I can’t imagine Singer having a commitment to public truth telling like Bostrom’s either, because he’s published on the moral necessity of the Noble Lie[1]. If he believed something that he thought publicising would be net negative for utility he would definitely lie about it. I’m less sure that McAskill would lie if he thought it expedient for his goals but the idea that he’s not a high decoupler beggars belief. He’s so weird he came up with a highly fit new idea that attracts a bunch of attention and even real action from the intellectually inclined philosophy lovers. Normal people don’t do that. Normal people don’t try to apply their moral principles universally.
[1] https://onlinelibrary.wiley.com/doi/abs/10.1111/j.1467-9329.2009.00449.x
https://betonit.substack.com/p/singer-and-the-noble-lie
Lying to meet goals != contextualizing
It’s hard for me to follow what you’re trying to communicate. Are you saying that high contextualizers don’t/can’t apply their morals universally while high decouplers can? I don’t see any reason to believe that. Are you saying that decouplers are more honest? I also don’t see any reason to believe that.
I’m saying decouplers are more likely to be honest with themselves, and if they value truth terminally, to be honest with others. Having multiple goals that trade off against each other in ways that are unclear to people who hold them, never mind anyone else, generally goes along with this kind of muddled thinking. You don’t get to be any good as an academic philosopher without being a high decoupler. It’s a necessity for being expert, never mind world class.
Peter Singer seems pretty clearly to be a utilitarian above and beyond any other moral considerations so if he thought lying would increase utility he’d do it. Nick Bostrom clearly values truth seeking over short term considerations. If you don’t value the longtermist element of EA that’s fine. Have fewer people die, more people live long, healthy , happy lives, perhaps care about animal welfare on somebody level. That’s plenty for the next 30 years. Truth as terminal value is not really relevant. Being right is however very important if you’re trying to get things right on the scale of 100 years, never mind anything longer than that. Not lying, even if it’s convenient, is important.
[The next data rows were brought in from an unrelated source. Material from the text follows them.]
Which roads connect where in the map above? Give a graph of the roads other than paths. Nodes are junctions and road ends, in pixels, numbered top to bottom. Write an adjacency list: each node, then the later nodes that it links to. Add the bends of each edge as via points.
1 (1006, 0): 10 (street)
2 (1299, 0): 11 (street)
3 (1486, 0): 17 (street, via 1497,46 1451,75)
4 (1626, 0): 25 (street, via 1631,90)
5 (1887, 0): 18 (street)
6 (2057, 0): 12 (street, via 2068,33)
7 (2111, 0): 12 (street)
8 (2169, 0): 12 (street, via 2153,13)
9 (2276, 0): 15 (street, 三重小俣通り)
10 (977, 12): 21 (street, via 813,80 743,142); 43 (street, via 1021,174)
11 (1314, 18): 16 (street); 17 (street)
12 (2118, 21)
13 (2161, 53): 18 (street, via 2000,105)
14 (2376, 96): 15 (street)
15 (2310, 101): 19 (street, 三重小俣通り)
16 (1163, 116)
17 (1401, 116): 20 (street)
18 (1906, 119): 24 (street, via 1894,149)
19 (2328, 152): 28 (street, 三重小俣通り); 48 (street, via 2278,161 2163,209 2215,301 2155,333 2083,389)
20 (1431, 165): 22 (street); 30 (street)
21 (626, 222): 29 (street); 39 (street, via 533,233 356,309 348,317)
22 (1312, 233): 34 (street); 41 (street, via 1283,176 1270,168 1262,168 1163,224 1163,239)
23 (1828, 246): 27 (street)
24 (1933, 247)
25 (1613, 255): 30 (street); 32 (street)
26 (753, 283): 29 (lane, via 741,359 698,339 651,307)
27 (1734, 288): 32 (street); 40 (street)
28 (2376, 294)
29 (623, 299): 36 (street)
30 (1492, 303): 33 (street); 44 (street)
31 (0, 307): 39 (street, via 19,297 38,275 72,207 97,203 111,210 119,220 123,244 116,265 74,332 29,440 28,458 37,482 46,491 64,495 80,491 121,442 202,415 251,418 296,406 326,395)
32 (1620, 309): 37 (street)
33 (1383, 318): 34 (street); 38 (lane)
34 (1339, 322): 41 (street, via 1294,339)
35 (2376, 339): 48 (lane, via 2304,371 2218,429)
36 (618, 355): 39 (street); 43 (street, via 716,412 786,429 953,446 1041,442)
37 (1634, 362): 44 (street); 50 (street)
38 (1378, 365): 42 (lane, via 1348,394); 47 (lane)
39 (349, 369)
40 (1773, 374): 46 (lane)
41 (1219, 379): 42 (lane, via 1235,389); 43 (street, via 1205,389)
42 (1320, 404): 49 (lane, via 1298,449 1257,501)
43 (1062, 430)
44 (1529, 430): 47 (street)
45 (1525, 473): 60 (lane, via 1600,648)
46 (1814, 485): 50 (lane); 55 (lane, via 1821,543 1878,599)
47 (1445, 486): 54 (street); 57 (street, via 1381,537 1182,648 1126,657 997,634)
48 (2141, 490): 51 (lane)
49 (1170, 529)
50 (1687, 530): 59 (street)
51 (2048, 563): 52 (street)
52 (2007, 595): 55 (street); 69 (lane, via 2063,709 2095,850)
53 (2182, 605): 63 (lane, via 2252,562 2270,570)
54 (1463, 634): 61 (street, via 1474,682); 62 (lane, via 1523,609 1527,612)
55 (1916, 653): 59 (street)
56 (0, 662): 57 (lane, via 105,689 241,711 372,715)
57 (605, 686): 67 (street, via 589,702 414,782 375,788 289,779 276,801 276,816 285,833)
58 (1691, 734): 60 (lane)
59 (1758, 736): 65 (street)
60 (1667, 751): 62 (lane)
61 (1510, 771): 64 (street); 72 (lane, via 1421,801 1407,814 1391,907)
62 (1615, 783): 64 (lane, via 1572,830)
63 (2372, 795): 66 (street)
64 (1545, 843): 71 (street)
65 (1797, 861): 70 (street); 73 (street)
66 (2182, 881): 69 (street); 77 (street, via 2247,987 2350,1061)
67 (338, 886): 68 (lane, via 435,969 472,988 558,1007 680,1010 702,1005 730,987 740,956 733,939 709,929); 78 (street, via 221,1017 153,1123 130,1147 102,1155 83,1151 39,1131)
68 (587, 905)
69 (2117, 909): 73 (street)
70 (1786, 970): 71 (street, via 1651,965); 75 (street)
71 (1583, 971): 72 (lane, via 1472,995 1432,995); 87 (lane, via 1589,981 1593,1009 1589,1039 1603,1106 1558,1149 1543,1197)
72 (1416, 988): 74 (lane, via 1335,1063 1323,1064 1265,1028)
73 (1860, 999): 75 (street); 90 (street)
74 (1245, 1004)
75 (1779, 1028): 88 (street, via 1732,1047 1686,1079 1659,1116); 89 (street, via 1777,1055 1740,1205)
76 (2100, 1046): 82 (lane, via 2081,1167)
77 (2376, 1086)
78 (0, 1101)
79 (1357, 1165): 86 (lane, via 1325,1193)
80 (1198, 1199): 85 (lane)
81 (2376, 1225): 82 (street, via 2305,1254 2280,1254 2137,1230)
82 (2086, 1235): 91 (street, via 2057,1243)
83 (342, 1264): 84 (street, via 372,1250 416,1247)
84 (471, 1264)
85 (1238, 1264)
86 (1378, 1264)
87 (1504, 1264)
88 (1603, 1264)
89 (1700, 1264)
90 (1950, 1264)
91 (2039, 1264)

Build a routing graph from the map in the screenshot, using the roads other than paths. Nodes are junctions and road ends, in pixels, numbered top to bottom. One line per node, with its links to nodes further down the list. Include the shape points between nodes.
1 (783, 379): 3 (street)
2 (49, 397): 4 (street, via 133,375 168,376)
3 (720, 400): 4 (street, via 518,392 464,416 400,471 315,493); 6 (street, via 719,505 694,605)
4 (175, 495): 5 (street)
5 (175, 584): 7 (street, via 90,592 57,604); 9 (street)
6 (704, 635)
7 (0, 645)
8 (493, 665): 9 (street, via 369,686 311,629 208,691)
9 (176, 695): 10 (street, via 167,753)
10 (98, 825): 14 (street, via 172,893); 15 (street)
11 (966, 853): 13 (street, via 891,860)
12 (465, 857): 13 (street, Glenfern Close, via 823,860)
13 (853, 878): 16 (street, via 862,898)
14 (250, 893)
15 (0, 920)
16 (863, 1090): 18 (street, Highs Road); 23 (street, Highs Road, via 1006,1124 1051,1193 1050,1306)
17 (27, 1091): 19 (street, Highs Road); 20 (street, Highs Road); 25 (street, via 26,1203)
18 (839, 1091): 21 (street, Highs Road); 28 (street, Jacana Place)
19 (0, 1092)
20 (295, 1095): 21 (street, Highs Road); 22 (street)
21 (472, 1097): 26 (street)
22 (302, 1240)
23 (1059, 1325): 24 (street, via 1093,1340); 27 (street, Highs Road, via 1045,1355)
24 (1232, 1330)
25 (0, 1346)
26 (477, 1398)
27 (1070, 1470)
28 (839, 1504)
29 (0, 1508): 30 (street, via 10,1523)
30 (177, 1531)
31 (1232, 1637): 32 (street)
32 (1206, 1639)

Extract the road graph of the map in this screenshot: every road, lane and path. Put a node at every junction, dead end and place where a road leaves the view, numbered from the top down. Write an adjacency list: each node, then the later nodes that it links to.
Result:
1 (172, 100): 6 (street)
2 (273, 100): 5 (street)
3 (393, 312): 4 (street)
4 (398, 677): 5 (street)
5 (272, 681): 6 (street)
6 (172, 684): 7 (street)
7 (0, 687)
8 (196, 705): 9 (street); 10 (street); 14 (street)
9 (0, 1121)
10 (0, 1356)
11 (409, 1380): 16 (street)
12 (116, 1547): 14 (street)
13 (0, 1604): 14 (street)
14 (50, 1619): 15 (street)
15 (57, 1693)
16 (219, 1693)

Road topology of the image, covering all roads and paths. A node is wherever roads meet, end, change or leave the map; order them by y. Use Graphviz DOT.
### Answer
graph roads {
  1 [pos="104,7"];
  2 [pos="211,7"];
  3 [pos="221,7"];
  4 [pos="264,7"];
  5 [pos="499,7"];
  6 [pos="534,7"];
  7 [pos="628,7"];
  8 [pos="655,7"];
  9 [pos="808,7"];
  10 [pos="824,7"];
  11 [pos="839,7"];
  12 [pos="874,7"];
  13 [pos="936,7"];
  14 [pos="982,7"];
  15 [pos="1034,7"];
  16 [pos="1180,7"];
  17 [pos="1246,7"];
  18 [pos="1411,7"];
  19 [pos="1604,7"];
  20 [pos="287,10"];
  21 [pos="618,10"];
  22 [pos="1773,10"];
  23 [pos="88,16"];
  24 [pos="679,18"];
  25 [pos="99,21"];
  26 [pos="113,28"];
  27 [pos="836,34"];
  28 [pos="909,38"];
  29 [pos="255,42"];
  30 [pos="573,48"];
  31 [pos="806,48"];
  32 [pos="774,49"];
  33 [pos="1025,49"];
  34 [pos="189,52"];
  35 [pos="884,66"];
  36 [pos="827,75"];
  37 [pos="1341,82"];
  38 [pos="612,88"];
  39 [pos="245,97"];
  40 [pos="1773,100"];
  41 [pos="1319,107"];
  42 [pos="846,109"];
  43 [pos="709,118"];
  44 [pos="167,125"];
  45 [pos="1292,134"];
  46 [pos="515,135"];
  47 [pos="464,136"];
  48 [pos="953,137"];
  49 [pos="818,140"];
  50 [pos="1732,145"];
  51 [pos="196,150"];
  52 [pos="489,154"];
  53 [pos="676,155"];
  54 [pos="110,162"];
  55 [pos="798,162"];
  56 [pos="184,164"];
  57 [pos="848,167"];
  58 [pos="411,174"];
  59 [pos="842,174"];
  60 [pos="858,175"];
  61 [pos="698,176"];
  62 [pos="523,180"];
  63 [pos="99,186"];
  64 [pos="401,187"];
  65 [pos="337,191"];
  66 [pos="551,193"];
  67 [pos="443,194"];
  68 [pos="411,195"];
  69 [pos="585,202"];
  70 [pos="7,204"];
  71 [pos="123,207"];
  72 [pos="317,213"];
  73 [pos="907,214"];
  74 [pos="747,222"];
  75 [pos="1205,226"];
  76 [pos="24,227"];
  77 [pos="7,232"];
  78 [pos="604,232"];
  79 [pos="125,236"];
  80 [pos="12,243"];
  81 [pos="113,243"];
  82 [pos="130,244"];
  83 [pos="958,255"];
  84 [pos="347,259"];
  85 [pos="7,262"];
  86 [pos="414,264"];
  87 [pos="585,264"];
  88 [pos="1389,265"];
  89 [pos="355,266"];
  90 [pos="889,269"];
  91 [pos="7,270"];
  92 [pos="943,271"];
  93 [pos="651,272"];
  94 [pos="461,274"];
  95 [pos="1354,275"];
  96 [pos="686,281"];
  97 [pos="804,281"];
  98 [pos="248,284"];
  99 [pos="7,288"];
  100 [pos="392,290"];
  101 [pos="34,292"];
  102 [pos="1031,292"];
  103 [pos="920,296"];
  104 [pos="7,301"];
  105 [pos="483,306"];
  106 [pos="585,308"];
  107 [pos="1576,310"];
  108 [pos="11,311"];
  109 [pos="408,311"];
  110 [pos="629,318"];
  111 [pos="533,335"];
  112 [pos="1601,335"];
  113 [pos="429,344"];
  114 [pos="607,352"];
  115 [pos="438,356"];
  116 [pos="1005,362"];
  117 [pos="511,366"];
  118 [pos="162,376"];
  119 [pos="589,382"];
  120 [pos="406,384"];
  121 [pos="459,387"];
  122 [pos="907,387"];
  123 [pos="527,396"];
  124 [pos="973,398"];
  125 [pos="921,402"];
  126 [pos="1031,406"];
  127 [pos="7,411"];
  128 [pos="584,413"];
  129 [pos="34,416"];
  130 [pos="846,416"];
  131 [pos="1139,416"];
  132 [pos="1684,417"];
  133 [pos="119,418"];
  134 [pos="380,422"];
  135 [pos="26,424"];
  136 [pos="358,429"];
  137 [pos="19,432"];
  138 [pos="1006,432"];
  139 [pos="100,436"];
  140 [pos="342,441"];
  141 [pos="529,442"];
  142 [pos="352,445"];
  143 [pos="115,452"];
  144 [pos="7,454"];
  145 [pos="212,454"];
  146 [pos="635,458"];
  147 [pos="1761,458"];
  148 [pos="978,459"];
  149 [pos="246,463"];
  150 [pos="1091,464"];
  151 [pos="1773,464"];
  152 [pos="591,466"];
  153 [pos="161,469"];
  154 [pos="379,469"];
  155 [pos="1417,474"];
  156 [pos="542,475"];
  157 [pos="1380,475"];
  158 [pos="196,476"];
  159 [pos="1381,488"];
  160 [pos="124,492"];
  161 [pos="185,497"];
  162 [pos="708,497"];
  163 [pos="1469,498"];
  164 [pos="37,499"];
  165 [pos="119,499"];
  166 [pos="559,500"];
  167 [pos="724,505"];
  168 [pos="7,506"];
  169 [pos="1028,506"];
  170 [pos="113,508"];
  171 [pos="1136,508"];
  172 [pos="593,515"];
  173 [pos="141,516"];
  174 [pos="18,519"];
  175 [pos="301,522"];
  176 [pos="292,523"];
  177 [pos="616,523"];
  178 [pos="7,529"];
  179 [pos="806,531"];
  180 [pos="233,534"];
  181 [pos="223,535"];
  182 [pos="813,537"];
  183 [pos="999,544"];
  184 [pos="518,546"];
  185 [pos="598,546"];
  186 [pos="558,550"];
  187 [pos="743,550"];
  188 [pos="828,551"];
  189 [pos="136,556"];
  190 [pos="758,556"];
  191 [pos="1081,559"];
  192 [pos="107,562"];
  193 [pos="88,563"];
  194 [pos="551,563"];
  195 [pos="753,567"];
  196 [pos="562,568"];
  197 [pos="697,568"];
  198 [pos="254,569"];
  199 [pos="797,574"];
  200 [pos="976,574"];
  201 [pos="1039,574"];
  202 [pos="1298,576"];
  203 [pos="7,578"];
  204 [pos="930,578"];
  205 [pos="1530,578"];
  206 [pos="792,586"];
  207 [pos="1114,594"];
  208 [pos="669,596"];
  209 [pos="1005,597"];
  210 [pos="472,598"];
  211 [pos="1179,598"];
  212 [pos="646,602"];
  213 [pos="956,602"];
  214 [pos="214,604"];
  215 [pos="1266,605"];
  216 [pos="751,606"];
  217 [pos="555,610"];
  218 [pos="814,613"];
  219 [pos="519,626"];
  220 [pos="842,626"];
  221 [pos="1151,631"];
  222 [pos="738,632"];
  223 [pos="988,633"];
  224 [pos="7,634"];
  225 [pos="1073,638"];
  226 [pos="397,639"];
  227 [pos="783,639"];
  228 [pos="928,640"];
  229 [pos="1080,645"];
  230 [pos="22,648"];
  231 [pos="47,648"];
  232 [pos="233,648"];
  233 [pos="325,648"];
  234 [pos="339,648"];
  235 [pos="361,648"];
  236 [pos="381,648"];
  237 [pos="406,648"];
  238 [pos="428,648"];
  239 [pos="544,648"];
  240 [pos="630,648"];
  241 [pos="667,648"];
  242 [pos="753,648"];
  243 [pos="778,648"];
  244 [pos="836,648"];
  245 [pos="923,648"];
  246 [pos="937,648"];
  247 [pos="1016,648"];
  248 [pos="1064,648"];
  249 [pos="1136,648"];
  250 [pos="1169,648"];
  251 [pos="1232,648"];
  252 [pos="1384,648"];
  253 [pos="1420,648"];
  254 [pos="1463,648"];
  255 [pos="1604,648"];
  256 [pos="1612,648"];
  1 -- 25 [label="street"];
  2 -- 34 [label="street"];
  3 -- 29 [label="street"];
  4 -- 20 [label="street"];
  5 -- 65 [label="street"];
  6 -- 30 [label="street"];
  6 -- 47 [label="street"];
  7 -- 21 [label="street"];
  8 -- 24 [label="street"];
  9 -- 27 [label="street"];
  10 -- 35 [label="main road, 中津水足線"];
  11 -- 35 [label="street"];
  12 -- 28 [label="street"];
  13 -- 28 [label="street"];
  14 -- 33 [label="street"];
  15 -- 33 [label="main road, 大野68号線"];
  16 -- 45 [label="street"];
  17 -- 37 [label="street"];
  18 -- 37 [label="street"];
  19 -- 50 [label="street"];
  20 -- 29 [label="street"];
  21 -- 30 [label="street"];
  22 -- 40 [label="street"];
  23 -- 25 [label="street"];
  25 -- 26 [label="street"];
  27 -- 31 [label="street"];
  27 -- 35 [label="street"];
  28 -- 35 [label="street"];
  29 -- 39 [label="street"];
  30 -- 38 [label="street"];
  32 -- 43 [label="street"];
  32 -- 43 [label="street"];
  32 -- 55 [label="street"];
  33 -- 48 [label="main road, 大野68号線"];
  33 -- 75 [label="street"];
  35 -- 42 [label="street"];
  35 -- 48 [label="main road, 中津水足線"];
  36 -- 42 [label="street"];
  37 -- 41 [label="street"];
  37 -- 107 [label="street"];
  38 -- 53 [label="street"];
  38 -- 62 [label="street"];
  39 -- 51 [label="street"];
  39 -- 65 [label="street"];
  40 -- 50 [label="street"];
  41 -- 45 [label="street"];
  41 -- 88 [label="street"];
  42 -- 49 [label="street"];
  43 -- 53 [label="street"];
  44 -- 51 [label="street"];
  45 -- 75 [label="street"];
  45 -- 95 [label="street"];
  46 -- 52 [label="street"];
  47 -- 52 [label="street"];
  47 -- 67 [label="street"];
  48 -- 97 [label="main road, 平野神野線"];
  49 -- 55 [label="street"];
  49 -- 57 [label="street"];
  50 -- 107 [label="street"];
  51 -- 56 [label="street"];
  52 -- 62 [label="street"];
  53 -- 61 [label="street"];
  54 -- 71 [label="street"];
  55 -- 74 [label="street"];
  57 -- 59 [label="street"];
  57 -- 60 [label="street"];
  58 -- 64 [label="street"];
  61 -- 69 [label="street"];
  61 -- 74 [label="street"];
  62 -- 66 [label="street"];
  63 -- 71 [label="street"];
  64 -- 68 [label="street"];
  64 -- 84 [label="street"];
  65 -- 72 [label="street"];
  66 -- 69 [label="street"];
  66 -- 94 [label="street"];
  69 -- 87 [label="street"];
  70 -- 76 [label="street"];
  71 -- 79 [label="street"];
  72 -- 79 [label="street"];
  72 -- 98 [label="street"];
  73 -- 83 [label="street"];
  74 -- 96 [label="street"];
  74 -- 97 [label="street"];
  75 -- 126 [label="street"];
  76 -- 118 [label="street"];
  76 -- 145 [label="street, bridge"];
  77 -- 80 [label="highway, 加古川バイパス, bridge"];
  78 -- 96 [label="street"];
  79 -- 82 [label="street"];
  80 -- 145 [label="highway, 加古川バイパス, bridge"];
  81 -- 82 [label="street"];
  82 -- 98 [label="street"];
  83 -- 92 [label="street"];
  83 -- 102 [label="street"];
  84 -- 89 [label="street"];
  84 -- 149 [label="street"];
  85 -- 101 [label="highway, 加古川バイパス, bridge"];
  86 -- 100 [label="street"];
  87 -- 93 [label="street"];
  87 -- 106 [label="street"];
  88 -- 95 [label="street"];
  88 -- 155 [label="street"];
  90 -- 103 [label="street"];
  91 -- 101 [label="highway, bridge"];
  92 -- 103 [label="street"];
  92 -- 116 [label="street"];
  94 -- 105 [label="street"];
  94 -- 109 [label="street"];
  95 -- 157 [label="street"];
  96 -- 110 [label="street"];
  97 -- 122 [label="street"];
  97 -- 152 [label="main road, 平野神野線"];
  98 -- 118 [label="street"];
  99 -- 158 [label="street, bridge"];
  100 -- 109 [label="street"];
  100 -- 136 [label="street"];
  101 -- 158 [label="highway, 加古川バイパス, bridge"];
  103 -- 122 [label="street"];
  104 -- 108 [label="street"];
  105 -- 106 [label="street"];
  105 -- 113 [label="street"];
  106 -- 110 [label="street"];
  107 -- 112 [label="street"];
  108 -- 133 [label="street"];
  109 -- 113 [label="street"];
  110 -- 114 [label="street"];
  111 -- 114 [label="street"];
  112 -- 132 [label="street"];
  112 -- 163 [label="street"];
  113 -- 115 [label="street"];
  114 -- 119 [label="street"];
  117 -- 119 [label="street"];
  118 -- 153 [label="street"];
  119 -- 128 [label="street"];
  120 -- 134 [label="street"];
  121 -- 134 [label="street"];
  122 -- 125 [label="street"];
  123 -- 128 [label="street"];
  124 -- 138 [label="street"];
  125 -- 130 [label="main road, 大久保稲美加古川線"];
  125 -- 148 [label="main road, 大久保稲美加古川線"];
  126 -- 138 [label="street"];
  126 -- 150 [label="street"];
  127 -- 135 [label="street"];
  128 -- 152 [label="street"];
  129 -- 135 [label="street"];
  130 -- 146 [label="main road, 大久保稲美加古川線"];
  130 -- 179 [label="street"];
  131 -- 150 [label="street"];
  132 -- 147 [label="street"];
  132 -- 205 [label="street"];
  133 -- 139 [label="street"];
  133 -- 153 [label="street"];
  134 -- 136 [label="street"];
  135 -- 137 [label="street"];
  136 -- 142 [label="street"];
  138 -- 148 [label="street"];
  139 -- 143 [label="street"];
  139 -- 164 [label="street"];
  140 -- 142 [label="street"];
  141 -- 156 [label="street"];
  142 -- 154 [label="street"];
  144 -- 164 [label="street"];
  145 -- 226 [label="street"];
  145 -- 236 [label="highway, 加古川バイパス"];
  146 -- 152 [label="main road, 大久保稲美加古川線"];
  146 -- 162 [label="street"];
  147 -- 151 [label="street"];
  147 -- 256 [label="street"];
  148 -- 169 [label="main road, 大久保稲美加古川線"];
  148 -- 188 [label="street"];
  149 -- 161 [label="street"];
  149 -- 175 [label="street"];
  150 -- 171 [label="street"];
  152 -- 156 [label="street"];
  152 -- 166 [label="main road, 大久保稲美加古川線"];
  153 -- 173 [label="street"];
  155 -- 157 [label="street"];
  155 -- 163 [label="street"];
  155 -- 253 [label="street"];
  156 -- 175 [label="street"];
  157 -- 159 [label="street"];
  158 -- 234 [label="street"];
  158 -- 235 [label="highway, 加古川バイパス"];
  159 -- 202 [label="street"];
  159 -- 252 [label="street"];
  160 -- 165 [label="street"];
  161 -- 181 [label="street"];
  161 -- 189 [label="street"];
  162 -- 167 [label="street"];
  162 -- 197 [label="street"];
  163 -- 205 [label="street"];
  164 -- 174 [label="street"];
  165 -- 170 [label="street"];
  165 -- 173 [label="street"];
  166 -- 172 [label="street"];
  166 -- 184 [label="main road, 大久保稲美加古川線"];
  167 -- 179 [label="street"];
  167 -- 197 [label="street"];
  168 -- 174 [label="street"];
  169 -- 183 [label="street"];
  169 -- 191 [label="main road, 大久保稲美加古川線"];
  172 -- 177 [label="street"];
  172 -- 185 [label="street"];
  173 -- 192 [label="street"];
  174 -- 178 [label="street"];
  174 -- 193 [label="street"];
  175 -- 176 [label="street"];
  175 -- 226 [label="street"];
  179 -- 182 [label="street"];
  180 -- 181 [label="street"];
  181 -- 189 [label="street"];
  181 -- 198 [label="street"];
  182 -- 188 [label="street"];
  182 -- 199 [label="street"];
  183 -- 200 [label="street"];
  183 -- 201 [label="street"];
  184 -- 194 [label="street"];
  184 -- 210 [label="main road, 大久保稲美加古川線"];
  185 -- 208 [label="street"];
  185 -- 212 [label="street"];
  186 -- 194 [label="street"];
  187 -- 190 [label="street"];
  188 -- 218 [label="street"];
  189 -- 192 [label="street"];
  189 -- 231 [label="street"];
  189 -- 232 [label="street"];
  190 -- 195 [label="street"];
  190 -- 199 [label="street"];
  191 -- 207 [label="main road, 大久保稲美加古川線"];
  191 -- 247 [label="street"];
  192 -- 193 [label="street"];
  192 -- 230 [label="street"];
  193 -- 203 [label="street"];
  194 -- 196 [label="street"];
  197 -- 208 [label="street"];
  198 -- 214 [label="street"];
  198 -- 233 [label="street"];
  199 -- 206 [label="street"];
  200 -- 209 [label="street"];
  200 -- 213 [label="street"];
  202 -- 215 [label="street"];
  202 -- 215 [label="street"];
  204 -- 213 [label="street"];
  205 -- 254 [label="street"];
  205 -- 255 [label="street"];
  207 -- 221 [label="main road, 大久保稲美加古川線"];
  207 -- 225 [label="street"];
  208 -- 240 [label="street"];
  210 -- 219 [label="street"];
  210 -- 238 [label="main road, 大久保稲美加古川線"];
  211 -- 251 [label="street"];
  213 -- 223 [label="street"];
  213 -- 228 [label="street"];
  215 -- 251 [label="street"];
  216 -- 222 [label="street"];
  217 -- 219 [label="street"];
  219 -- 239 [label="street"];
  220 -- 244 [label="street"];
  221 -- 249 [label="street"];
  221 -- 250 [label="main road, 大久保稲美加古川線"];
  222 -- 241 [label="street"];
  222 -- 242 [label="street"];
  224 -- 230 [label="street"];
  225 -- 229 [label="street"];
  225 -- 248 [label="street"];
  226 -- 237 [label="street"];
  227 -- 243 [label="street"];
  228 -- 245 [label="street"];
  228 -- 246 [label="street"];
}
The purge Bostrom faction almost certainly mostly believes that what they profess is true. But purging people for having different beliefs is not truth seeking behaviour. If you’re a longtermist you can’t do that. You can’t lie for political convenience unless you plan to do everything important in secret either because every area where your model and the world are different is an opportunity to fuck to when you’re very likely to do so anyway.
If all high context means is that Bostrom could have said the same thing but less bluntly fine. It seems extremely unlikely that those calling for his ouster would have found a statement that was more delicate with the same truth message any less offensive.
Not sure what it is about this specific instance that makes you more reluctant to share your views. I’d still be interested though, so feel free to DM me if you think it’s an explanation that requires buy-in from the OP before you feel comfortable sharing it publicly, if you want!